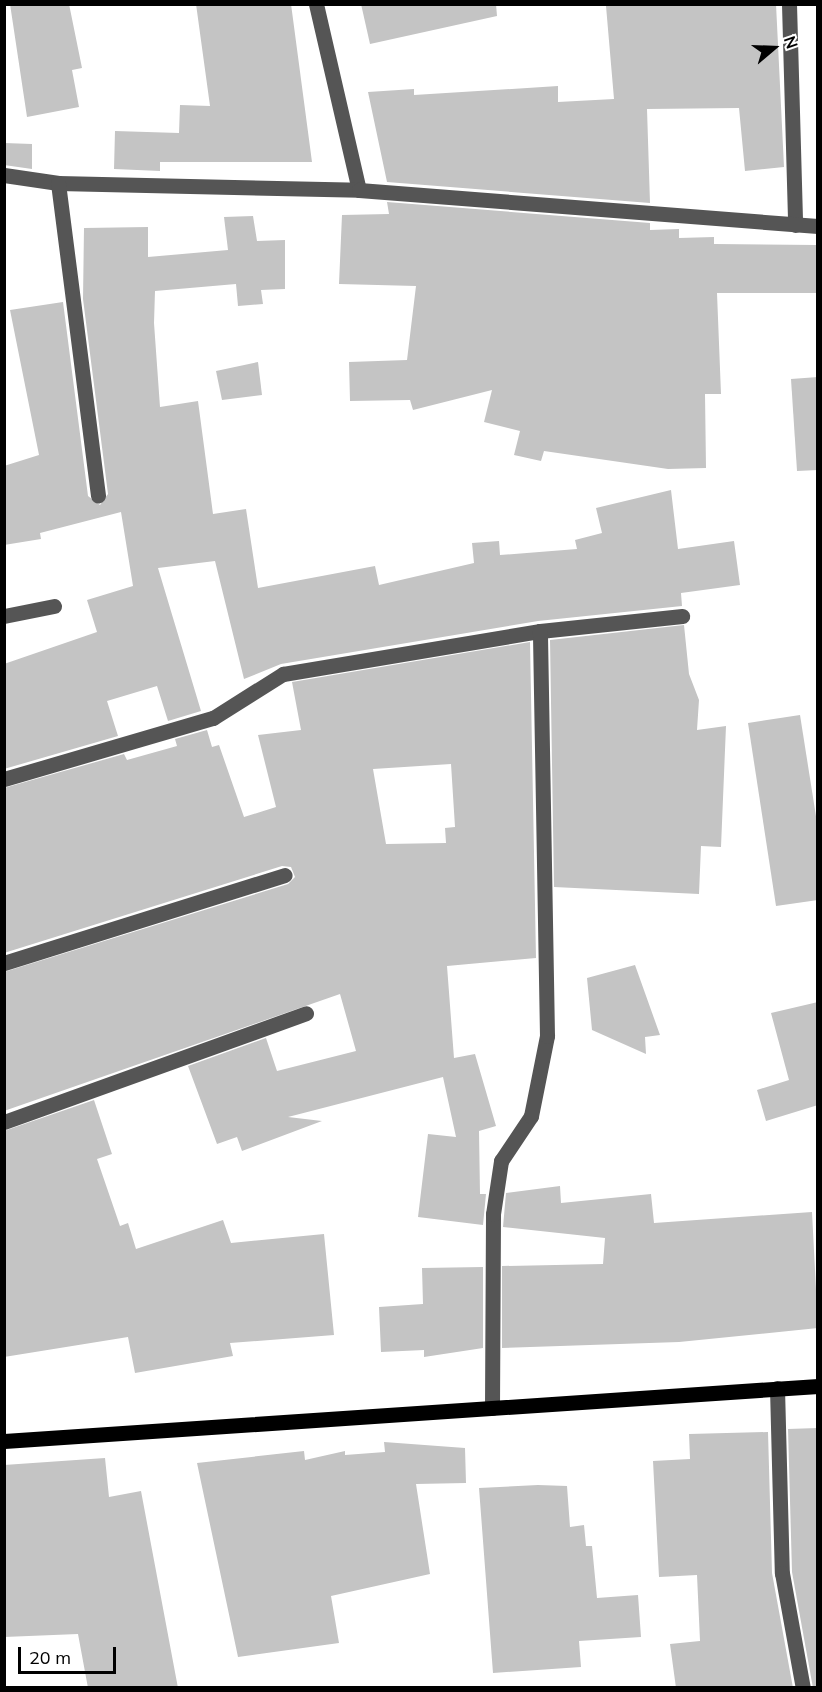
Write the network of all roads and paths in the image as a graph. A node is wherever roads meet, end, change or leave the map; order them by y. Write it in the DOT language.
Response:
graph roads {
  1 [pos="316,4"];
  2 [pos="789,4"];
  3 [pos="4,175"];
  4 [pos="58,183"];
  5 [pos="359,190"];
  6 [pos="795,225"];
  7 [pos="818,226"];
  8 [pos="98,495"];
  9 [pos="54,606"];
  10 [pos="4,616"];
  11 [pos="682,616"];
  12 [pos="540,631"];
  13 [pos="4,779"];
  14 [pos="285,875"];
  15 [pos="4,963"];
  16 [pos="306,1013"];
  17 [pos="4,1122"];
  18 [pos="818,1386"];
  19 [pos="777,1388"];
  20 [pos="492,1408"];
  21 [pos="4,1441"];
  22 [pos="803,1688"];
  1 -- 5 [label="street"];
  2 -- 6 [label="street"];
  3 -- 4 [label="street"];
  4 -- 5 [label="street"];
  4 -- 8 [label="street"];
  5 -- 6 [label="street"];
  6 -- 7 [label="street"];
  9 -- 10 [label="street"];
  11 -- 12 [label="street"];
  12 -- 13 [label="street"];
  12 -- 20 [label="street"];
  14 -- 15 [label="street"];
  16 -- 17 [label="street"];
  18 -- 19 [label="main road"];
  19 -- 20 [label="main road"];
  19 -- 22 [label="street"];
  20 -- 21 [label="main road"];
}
...
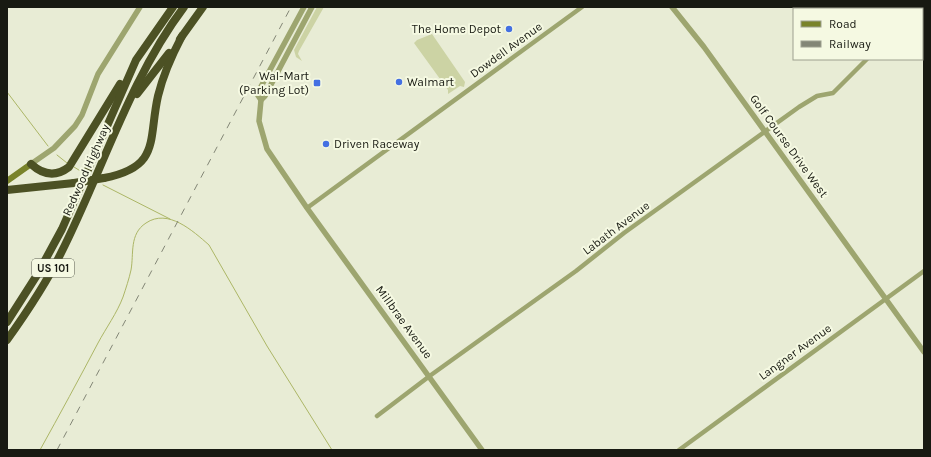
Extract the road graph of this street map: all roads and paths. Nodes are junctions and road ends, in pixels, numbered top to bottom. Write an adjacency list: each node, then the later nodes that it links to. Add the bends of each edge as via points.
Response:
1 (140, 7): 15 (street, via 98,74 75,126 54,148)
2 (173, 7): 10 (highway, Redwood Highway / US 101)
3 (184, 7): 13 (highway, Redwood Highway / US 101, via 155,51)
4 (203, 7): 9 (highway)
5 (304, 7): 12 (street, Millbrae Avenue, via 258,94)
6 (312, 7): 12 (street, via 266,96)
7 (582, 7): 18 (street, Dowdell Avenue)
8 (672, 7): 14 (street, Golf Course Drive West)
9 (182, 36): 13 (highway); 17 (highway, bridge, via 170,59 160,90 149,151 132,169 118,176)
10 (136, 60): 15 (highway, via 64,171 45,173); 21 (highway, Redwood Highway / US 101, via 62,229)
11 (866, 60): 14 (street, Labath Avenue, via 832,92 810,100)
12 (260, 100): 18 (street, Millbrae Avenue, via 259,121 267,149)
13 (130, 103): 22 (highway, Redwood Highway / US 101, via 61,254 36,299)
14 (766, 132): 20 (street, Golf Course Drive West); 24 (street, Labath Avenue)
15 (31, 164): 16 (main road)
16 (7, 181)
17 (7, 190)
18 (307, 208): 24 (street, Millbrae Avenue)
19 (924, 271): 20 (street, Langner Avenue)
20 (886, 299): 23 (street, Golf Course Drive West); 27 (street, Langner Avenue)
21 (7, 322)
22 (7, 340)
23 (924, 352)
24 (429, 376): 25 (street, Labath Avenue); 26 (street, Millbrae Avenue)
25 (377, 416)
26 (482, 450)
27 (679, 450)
---
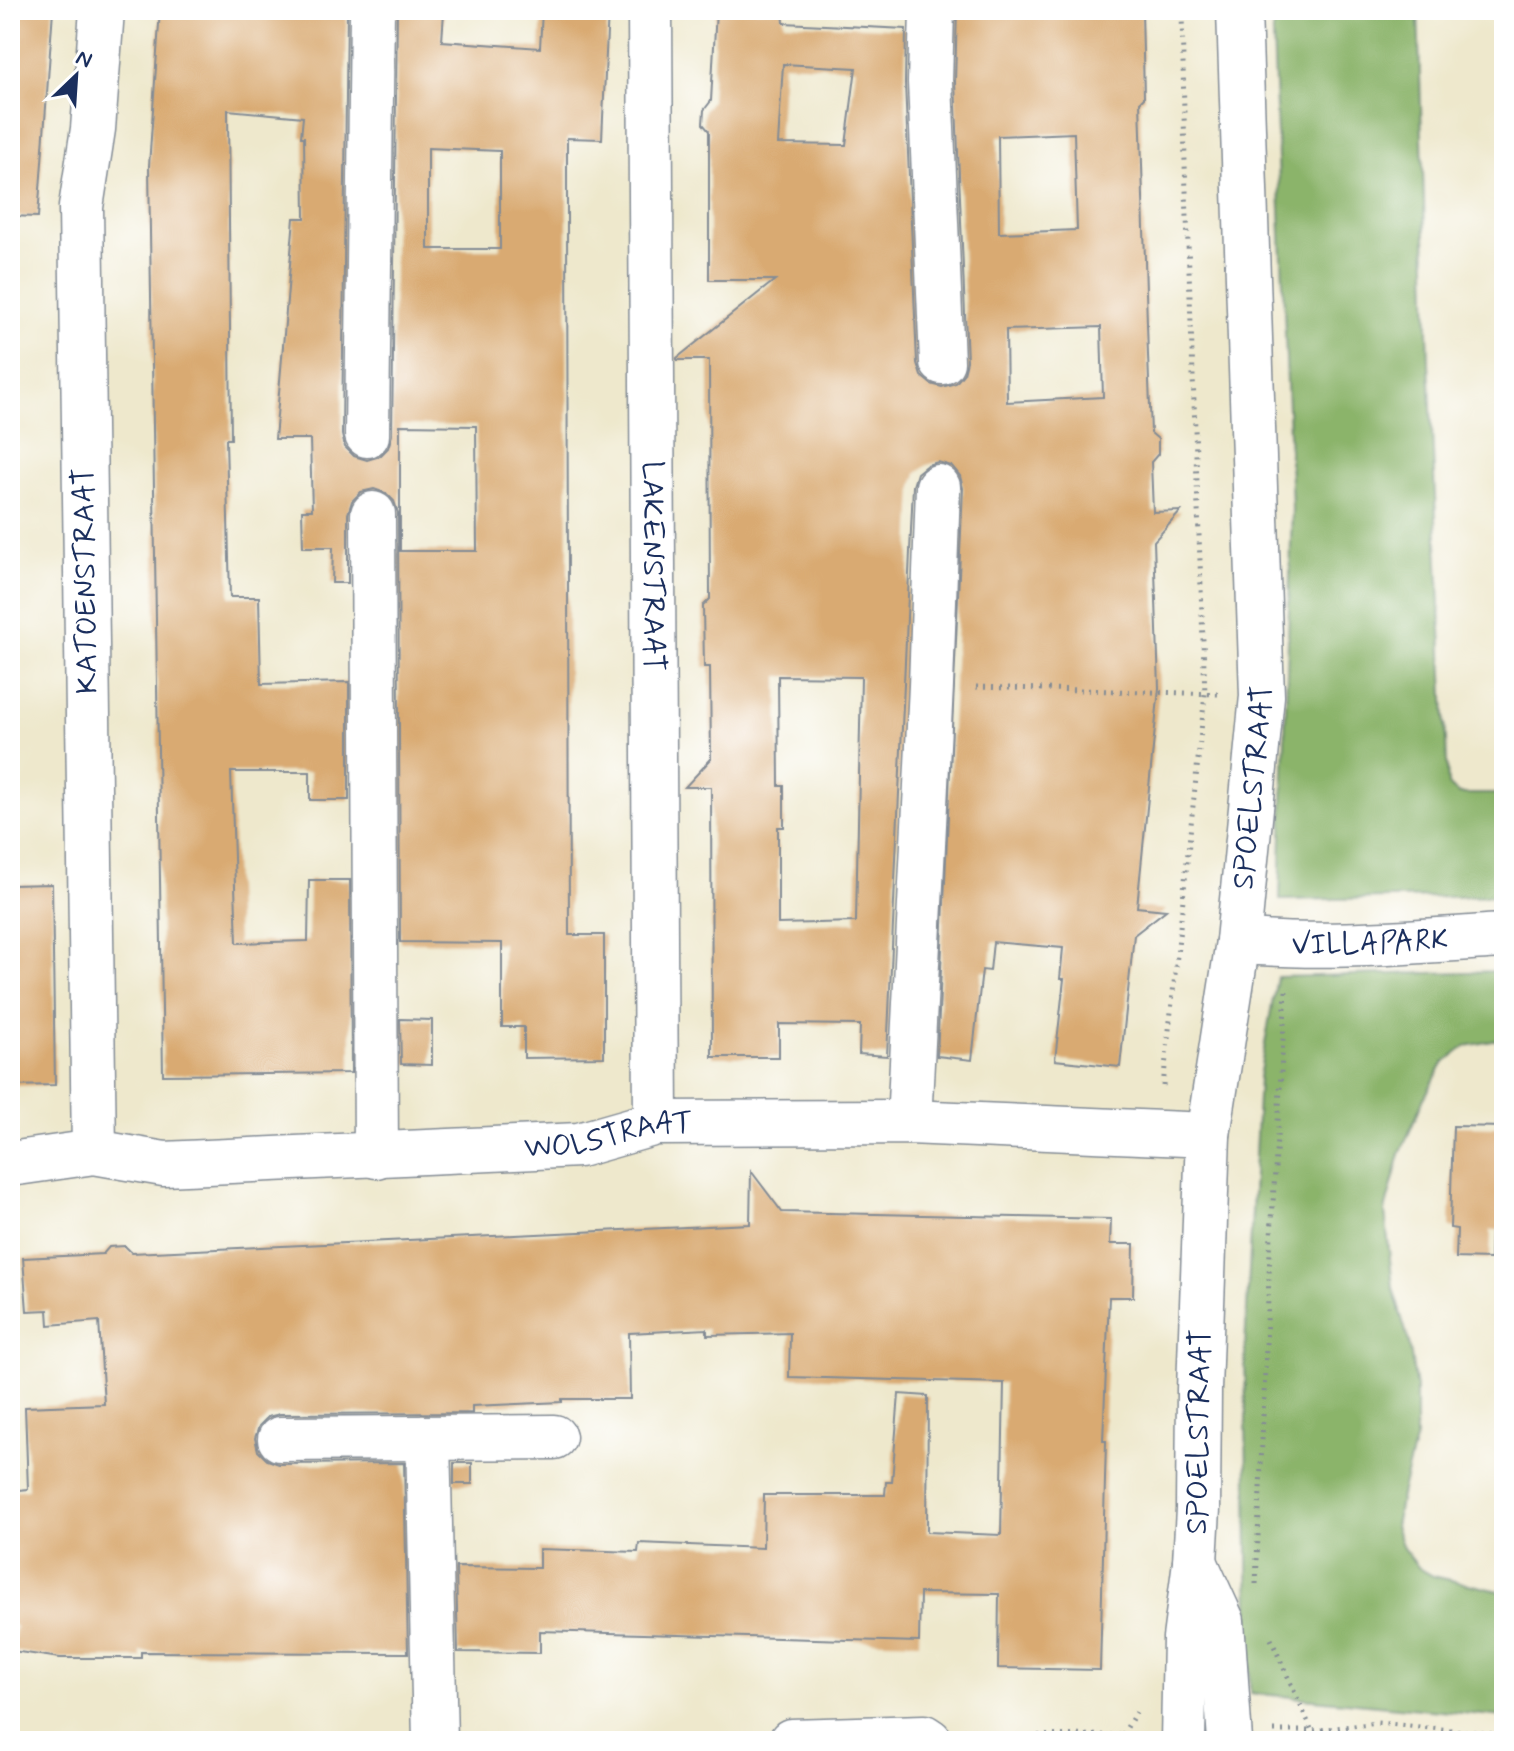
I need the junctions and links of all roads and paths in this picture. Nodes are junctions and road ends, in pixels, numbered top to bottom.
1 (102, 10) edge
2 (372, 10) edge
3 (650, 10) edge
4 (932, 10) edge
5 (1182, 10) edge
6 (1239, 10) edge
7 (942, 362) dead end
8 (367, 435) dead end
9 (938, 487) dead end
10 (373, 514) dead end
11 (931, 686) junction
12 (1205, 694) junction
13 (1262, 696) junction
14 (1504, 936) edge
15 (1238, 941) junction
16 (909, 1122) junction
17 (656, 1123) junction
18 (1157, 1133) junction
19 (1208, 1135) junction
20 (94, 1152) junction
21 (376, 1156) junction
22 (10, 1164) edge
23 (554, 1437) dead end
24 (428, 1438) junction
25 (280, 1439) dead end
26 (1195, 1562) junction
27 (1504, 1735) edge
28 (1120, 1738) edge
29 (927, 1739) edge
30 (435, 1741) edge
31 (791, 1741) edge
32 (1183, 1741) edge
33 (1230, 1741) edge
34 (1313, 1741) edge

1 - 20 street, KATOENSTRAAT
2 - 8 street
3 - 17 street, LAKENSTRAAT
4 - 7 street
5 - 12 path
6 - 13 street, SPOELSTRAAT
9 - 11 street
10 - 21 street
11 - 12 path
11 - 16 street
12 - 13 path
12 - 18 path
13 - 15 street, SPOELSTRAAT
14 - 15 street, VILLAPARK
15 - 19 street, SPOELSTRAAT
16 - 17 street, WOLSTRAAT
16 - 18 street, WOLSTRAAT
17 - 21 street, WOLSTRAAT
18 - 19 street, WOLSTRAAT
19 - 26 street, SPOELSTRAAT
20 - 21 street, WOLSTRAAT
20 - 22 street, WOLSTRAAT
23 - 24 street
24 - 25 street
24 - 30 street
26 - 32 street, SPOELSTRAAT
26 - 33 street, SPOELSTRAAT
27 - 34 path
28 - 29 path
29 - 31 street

### Assigned task
Find the lines of the listing above that hold "Write". Please copy them.

### Answer box
Write the network of all roads and paths in the image as a graph. A node is wherever roads meet, end, change or leave the map; order them by y. Write it in the DOT language.
Extract the road graph of this street map: all roads and paths. Nodes are junctions and road ends, in pixels, numbered top to bottom. Write an adjacency list: each node, then the later nodes that it links to. Add the bends of each edge as via points.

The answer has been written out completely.